The Basho benchmark to evaluate LevelDB vs InnoDB basho bench did the following:

  • insert 100 million items with integer keys (1, 2, ..., 100M)
  • 100 byte values

In other words, a total of 10.4GB data (assuming 4 byte keys), where the key size is 400MB.

The goal should be over 20K inserts / second, and the 99th percentile latency under 0.25ms. This should be sustained regardless of data volume, which implies no I/O in the ordinary insert path. In contrast, random reads have ~20ms 99th percentile latency and a throughput around 100 reads / second.

Level DB benchmark

The Google Level DB code comes with a benchmark implementation. The benchmark is in the source package at: doc/bench

There is an implementation of the benchmark using Wired Tiger LSM implementation. The diff file for adding the WiredTiger benchmark to the LevelDB 1.5.0 package is here: https://raw.github.com/wiki/wiredtiger/wiredtiger/attachments/leveldb-bench-wt.diff

  1. Apply the diff,
  2. Check to be sure patch didn't put the file db_bench_wiredtiger.cc in the top-level directory, if it did, move that file to doc/bench/,
  3. Then build Level DB with:
$ make && make db_bench
$ env LDFLAGS="-L../wiredtiger/build_posix/.libs" CXXFLAGS="-I../wiredtiger/build_posix" make db_bench_wiredtiger

Replace the paths with locations of your (optimised) Wired Tiger build.

The benchmark will need to be able to find the Wired Tiger library files, if you built a shared library. It will also need to be able to find the snappy compression library (unless it was disabled in the db_bench_wiredtiger.cc source file).

The Wired Tiger benchmark runs best with a larger cache size. It can be run with:

$ ./db_bench_wiredtiger --cache_size=104857600

I personally disable snappy, and increase the hazard reference count. The following are the changes I made to db_bench_wiredtiger.cc:

71c71
< static bool FLAGS_compression = true;
---
> static bool FLAGS_compression = false;
371c371
<     config << "create,cache_size=" << FLAGS_cache_size;
---
>     config << "create,hazard_max=100,cache_size=" << FLAGS_cache_size;

Constraints

  • The total amount of disk space required should be predictable. For example, LSM trees may require 2x the storage space of a single tree. On expensive storage such as SSDs, this bound translates directly into hardware cost.
  • The WiredTiger cursor API should be fully implemented for this type of storage: it should look much like "file:" data objects.

Interface

The API for LSM trees should be virtually identical to accessing a WiredTiger file:

WT_CURSOR *c;

session->create(session, "lsm:bucket", NULL);
session->open_cursor(session, "lsm:bucket", NULL, "overwrite", &c);
for(;;) {
    c->set_key("key");
    c->set_value("data");
    c->insert();
}

The normal cursor interface will be fully implemented for LSM trees.

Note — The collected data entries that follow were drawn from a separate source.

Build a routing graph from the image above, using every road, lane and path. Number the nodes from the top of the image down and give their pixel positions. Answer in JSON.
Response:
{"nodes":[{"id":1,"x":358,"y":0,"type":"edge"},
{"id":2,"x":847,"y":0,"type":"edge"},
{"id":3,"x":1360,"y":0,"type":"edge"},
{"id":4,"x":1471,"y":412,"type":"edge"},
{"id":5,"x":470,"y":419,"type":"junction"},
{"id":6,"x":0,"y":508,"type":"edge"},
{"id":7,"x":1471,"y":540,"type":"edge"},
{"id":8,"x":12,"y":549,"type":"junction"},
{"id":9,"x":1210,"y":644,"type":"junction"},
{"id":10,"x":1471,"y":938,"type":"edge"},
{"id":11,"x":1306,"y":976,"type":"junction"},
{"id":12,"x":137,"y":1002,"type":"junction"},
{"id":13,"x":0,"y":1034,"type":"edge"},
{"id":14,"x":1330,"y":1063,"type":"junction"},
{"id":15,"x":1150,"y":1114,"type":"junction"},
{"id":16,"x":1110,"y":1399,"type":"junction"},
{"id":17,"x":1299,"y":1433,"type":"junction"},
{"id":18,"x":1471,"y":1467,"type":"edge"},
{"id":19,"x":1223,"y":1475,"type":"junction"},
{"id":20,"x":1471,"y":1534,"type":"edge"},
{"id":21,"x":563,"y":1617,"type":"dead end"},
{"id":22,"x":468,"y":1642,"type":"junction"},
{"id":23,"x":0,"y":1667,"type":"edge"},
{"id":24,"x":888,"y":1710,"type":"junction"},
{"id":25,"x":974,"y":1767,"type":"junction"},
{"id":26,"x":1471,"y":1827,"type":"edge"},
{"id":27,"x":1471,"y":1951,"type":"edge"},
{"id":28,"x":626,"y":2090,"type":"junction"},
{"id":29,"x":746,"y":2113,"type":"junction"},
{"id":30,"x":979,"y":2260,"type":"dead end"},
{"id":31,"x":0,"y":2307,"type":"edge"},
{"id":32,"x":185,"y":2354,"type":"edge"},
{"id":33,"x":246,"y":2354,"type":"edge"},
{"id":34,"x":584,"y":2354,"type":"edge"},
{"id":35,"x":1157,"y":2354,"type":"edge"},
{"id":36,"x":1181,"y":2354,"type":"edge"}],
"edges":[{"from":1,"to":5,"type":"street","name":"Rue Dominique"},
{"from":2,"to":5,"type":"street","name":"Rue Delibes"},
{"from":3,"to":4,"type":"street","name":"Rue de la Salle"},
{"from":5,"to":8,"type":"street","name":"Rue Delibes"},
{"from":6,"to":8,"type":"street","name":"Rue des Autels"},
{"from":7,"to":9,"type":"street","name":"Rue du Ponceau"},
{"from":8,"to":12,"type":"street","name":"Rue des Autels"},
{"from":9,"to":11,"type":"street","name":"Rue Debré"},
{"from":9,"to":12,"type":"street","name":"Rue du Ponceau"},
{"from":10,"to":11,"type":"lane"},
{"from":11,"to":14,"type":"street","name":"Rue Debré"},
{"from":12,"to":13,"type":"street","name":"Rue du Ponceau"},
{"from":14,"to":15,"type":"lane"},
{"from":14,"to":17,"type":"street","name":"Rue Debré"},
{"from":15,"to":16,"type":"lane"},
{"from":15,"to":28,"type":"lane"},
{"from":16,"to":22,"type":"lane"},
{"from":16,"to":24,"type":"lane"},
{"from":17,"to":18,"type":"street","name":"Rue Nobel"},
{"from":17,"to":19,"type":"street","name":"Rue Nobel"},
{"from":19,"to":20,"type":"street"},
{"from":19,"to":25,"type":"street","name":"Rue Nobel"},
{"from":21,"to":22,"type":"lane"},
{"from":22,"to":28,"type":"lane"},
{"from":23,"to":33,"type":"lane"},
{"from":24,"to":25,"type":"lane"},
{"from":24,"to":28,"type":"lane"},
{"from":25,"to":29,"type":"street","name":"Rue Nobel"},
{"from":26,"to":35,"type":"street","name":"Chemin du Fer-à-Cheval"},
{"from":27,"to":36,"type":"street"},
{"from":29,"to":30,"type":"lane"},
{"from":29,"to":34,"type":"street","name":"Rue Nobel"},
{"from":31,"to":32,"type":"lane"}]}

A new URI type will be introduced because LSM trees involve multiple files and will primarily require a new cursor implementation, as described below in the Implementation Notes.

Tables can be created over LSM trees with an extension to the WT_SESSION::create method:

session->create(session, "table:T", "type=lsm");

The default type will continue to be btree.

In an LSM tree, files need to be merged to bound the time required to read a record. This will be triggered by a call to WT_SESSION::sync on an LSM tree.

[keith] Why would sync do the merge? That's going to make snapshots even slower than they are now. Also, there's no code commonality, merges don't share any code with sync.

[mjc] There's no inherent connection with snapshots. Sync makes no other sense for LSM trees: once the in-memory piece is written to disk, it is never modified, so there is never a need to do a traditional sync on any chunk more than once.

[keith] We want to merge the LSM trees from the command line wt utility, but, a merge has to update the schema file, which the wt utility can't do in a running system.

[mjc] Merging from a separate process will not be supported in the initial implementation.

Design

As described in the lsm paper, we propose splitting the logical tree into several physical pieces so that the most-recently-updated portion of data is in a tree that fits entirely in memory.

Figure from LSM paper

Once the in-memory tree reaches a threshold size, a new in-memory tree will be created and the old tree synced to disk. Once written to disk, trees are read-only, though they are merged in the background with other on-disk trees to minimize the cost of reads.

[keith] Should the threshold size be configurable?

[mjc] Yes, the size will be configurable when the LSM tree is created (todo: config string syntax).

[keith] Do you intend to sync the tree explicitly, or let eviction gradually push it out?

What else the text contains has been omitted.